The film picks up in the winter of 2011, by which point Cairo's Tahrir Square had become the gathering place for a massive protest against Egyptian President Hosni Mubarak. The Egyptian-born Noujaim and her camera arrived quickly to record as much of the activity of what was immediately recognisable as a history-making event as possible; what she could not have known any more than anybody was just how big this event would turn out to be. The revolution sparked by that protest took down not only Mubarak's regime but also, in evolved forms, the two governments (one military, one religious) that followed it, and by any reasonable definition, the events that Noujaim began recording three years ago are still quite ongoing. The nature of this project can be attested to by the fact that, after the film's premiere at the Sundance Film Festival in January, 2013, Noujaim continued filming and adding new material as Egypt continued to bubble and roil with unrest, presenting a new edit of the film at the Toronto International Film Festival the following September. I do not know if the TIFF cut of the film is the same as the one picked by Netflix to be the first feature film it would distribute theatrically and online (UPDATE: it was tweaked still more); nor do I know which one was "officially" nominated for the Best Documentary Oscar. But that's for the bookkeepers. Much of what makes The Square essential, in fact, is that it's an organic process turned into cinema: a year from now, Noujaim could assemble an entirely new narrative by expanding the footage yet again, and I frankly hope that she does.

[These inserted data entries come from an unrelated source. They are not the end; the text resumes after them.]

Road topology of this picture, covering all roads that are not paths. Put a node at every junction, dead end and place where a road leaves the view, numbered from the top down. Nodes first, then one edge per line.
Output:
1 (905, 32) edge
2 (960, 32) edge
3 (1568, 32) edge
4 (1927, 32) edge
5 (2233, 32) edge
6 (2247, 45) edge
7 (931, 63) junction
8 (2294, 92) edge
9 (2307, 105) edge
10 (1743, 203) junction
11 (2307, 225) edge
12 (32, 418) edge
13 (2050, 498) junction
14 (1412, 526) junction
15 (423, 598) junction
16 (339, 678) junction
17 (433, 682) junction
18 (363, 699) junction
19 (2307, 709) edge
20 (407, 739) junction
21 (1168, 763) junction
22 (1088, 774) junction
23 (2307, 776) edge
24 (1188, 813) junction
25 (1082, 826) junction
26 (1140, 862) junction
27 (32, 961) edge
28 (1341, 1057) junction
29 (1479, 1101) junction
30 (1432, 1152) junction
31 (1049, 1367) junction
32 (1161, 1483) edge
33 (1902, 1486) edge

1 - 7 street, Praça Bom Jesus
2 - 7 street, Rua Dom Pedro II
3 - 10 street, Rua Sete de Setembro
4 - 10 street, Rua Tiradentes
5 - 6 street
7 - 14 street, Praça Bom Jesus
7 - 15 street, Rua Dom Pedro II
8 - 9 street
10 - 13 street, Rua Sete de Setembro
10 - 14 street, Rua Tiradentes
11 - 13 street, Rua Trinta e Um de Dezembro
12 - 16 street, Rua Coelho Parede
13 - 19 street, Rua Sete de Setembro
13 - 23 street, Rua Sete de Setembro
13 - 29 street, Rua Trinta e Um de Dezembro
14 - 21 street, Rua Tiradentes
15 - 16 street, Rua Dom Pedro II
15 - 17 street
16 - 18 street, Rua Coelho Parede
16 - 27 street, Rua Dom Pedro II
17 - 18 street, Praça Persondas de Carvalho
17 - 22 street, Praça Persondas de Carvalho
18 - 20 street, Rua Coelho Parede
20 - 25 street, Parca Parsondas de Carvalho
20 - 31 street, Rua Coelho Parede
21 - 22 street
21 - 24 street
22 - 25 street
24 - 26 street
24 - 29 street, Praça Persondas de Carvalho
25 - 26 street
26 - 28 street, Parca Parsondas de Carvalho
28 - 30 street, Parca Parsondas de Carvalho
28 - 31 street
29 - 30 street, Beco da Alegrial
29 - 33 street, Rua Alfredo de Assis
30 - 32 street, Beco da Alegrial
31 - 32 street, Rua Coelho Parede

To give the overall movie shape - and perhaps this emerged only as a happy accident - Noujaim relies on three figures to be her guiding lights through the two and a half years that the film covers. One of these is Ahmed Hassan, a young democratic activist fighting out of stated humanist principles but mostly from the enthusiastic passion of youth; he seems drawn to the romantic ideal of a revolution as much as by its political possibilities, rather akin to a figure out of a '60s Godard movie. The second is Magdy Ashour, a devout Muslim and member of the controversial Muslim Brotherhood, the political/religious party that largely spearheaded the early stages of the revolution, but perhaps with an eye towards making Egypt an Islamic dictatorship, and not the beacon of Arabic democracy hoped for by other revolutionaries. The third is Khalid Abdalla, a Scotland-born actor with several English-language films to his credit who, The Square's version of things at least, became one of the main emissaries between the revolution and the Western media, owing undoubtedly to his rich facility with English and poise in front of a camera.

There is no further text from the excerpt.